TRY IT.
Retype the entries below exactly, and keep every picture out of your version.

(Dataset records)
# # #

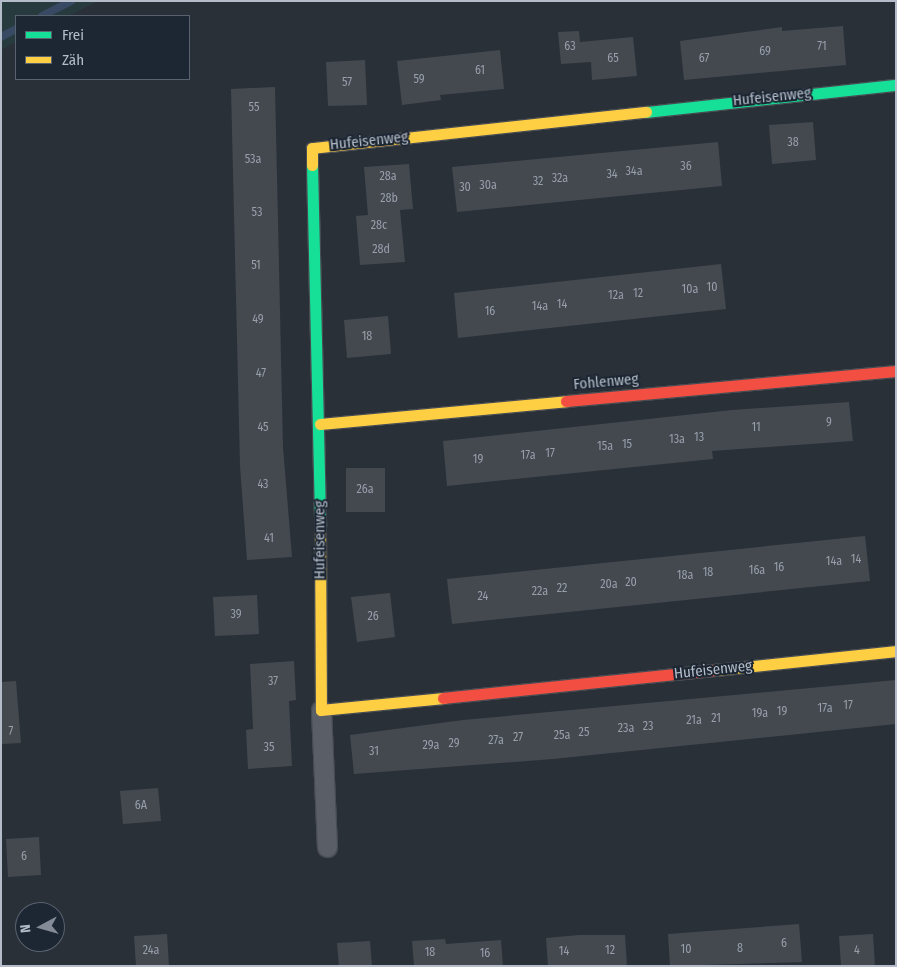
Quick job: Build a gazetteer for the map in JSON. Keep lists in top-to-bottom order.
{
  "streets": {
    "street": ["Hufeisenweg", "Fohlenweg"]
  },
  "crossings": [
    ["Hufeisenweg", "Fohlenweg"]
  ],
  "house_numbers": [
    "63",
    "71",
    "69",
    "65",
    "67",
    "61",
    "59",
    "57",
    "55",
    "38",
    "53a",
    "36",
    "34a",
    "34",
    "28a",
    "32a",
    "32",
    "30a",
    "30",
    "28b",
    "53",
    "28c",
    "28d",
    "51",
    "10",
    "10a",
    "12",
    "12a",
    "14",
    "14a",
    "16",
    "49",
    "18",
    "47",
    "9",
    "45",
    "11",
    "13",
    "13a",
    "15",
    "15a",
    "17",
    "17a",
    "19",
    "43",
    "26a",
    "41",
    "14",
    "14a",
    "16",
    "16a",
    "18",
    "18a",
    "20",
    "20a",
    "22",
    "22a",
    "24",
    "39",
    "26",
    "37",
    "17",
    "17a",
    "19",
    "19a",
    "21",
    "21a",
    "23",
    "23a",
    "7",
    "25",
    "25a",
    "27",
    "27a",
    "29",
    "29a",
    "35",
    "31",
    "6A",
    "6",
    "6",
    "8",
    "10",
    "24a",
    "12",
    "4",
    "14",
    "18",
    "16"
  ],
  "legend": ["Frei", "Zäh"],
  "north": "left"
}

# # #

OUTPUT OF THE EXERCISE.
Quick job: Build a gazetteer for the map in JSON. Keep lists in top-to-bottom order.
{
  "streets": {
    "street": ["Hufeisenweg", "Fohlenweg"]
  },
  "crossings": [
    ["Hufeisenweg", "Fohlenweg"]
  ],
  "house_numbers": [
    "63",
    "71",
    "69",
    "65",
    "67",
    "61",
    "59",
    "57",
    "55",
    "38",
    "53a",
    "36",
    "34a",
    "34",
    "28a",
    "32a",
    "32",
    "30a",
    "30",
    "28b",
    "53",
    "28c",
    "28d",
    "51",
    "10",
    "10a",
    "12",
    "12a",
    "14",
    "14a",
    "16",
    "49",
    "18",
    "47",
    "9",
    "45",
    "11",
    "13",
    "13a",
    "15",
    "15a",
    "17",
    "17a",
    "19",
    "43",
    "26a",
    "41",
    "14",
    "14a",
    "16",
    "16a",
    "18",
    "18a",
    "20",
    "20a",
    "22",
    "22a",
    "24",
    "39",
    "26",
    "37",
    "17",
    "17a",
    "19",
    "19a",
    "21",
    "21a",
    "23",
    "23a",
    "7",
    "25",
    "25a",
    "27",
    "27a",
    "29",
    "29a",
    "35",
    "31",
    "6A",
    "6",
    "6",
    "8",
    "10",
    "24a",
    "12",
    "4",
    "14",
    "18",
    "16"
  ],
  "legend": ["Frei", "Zäh"],
  "north": "left"
}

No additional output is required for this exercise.